- WHAT IS NEEDED -
In the records below, tally the lines that contain the word "JSON" and give only that number.

- SOURCE MATERIAL -
▼

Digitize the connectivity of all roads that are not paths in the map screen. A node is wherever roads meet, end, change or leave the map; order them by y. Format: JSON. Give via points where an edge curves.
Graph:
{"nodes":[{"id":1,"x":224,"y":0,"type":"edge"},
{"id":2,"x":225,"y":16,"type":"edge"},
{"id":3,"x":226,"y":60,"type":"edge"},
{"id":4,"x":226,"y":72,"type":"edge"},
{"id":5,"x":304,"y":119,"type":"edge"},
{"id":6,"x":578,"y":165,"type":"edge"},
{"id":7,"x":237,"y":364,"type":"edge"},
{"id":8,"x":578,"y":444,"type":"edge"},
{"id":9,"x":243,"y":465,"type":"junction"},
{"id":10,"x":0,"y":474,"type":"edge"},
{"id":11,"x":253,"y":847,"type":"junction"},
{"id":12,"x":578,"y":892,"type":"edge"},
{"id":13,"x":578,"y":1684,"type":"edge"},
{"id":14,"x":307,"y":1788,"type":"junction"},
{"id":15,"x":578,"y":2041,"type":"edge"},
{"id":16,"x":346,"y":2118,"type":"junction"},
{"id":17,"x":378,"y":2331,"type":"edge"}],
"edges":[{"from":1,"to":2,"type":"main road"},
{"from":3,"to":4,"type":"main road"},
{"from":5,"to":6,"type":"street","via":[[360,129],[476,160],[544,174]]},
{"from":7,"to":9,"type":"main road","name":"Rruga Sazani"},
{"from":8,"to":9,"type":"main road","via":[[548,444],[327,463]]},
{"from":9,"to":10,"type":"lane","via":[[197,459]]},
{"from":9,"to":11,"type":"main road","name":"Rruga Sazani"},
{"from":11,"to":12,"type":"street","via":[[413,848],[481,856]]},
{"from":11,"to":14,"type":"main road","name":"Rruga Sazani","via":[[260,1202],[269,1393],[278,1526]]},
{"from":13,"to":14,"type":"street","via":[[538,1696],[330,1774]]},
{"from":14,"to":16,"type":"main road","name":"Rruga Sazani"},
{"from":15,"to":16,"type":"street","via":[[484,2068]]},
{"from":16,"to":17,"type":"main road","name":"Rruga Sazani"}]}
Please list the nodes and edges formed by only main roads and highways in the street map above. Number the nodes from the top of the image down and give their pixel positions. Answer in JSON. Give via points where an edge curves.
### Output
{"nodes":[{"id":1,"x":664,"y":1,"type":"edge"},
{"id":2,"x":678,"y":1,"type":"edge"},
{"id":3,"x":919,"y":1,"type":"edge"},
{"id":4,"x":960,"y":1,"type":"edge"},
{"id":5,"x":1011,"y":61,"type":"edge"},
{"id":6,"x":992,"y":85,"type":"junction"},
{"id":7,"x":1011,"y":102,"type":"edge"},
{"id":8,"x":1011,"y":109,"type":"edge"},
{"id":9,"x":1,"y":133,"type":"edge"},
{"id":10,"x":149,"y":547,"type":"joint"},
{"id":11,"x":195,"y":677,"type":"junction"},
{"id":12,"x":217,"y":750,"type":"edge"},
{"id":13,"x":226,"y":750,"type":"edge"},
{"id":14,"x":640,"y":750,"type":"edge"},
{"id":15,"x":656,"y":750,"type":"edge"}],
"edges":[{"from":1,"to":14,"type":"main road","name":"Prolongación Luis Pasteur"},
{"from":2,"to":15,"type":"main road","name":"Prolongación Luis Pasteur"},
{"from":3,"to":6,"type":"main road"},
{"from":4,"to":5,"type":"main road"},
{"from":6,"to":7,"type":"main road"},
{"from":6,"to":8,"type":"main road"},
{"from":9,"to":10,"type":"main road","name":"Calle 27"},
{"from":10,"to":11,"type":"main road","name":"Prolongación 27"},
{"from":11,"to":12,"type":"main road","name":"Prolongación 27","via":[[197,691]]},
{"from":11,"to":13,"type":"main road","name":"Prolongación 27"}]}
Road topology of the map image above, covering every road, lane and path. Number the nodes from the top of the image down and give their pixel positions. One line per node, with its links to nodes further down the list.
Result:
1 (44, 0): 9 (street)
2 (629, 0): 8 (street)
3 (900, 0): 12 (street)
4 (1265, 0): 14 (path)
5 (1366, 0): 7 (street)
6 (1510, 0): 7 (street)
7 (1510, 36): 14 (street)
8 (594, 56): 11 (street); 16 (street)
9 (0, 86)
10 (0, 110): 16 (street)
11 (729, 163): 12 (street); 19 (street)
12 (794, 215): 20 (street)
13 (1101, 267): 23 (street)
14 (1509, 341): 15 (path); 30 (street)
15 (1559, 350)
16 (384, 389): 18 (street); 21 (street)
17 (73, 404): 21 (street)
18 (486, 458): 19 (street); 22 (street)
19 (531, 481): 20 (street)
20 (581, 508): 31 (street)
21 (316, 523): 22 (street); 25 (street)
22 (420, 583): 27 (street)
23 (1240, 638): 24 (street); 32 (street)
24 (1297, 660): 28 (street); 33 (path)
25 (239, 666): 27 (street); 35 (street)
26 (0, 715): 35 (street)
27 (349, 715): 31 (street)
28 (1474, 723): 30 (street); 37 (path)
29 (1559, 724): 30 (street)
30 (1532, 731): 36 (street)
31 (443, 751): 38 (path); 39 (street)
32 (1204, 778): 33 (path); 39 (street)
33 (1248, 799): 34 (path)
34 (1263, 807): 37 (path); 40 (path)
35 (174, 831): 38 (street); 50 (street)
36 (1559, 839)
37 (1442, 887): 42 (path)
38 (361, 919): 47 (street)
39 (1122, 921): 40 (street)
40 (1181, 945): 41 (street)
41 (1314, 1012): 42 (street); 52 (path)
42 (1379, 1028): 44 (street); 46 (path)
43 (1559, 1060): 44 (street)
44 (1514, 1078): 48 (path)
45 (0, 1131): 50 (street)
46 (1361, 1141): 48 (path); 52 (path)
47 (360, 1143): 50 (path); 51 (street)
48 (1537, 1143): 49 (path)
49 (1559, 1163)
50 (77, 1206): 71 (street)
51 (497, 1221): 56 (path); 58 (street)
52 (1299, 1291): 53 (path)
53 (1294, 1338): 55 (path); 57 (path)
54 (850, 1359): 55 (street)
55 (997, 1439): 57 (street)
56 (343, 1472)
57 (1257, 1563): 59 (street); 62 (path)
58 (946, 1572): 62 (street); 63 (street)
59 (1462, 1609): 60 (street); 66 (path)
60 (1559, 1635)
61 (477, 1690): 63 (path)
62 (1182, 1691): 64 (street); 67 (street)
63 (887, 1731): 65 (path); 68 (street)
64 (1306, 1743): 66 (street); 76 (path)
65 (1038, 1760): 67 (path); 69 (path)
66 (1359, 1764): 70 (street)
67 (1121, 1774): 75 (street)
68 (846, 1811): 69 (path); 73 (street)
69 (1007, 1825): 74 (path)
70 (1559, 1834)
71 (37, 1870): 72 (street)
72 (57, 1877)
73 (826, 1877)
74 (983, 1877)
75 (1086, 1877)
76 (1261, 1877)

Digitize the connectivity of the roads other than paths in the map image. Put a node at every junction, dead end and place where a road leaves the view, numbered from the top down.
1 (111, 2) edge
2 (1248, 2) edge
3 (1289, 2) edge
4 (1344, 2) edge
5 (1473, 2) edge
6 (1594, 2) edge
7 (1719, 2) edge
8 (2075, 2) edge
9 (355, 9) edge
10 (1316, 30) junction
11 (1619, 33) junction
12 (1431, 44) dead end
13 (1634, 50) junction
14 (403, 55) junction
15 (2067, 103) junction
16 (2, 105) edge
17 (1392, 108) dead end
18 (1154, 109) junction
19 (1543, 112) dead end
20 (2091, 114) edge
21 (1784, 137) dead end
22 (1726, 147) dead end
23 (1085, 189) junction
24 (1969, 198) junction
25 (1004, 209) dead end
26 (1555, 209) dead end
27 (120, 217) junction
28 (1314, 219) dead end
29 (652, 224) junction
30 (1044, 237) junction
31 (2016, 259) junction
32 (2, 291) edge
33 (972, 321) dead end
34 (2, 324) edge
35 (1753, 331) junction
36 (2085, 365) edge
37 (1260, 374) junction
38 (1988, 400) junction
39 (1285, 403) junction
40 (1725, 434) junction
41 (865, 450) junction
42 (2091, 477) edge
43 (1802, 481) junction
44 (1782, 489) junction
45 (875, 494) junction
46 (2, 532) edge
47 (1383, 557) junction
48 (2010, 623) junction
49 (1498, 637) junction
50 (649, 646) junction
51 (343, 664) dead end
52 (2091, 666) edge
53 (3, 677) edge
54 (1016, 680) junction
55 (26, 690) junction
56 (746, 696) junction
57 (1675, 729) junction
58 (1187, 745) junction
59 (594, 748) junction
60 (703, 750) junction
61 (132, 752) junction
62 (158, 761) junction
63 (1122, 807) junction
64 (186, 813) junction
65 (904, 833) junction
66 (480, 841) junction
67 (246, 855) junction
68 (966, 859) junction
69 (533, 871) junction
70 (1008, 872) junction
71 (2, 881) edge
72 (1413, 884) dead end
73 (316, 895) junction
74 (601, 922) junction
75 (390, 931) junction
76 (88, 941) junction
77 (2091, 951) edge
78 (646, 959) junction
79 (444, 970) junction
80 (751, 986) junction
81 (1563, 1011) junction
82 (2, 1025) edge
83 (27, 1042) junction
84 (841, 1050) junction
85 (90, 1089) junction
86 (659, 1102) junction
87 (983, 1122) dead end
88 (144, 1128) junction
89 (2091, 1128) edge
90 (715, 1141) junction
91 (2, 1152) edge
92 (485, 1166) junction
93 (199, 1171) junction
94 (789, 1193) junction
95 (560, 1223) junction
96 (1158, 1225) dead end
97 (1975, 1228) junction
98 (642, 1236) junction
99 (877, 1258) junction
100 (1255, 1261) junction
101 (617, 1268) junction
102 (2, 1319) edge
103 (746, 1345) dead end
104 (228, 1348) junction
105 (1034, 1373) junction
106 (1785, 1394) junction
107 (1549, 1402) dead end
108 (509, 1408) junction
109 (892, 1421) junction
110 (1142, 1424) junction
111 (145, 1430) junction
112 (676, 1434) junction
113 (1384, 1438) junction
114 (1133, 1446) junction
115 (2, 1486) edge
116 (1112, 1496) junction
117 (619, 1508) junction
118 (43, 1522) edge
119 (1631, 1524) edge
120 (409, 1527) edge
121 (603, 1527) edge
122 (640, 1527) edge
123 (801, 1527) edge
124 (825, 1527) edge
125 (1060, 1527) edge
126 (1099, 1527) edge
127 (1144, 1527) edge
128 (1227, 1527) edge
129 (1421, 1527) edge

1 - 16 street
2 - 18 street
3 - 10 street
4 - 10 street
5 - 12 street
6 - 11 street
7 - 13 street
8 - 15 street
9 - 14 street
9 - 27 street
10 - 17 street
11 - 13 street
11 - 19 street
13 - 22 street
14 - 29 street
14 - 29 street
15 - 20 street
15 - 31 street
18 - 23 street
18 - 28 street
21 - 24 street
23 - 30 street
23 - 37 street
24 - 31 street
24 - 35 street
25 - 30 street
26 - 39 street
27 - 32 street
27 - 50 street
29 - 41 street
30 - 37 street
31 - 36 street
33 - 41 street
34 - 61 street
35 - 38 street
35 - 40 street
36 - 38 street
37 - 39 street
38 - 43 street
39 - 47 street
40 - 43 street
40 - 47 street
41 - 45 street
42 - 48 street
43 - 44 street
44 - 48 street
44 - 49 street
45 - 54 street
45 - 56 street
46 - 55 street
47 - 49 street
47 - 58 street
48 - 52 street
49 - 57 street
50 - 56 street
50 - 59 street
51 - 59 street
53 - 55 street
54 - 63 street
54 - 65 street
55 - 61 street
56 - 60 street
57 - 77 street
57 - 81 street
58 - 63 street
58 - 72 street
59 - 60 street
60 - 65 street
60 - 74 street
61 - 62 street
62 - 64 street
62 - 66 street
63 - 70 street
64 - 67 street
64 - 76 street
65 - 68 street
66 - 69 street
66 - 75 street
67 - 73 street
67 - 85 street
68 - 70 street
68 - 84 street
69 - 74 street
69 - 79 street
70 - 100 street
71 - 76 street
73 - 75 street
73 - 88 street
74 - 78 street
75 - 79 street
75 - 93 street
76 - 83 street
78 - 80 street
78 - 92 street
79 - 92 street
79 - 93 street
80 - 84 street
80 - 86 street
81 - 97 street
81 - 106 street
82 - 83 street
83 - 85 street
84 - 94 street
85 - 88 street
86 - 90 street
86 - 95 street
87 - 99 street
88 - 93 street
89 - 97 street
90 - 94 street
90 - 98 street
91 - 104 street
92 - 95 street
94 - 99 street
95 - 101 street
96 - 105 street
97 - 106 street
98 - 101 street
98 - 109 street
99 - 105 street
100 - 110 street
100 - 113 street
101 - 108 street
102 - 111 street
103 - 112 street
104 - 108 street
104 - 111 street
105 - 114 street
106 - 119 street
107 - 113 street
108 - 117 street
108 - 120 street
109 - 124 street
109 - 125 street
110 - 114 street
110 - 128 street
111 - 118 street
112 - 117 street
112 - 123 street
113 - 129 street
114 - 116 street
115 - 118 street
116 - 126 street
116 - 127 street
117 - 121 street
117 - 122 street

▲

- WRITTEN ANSWER -
2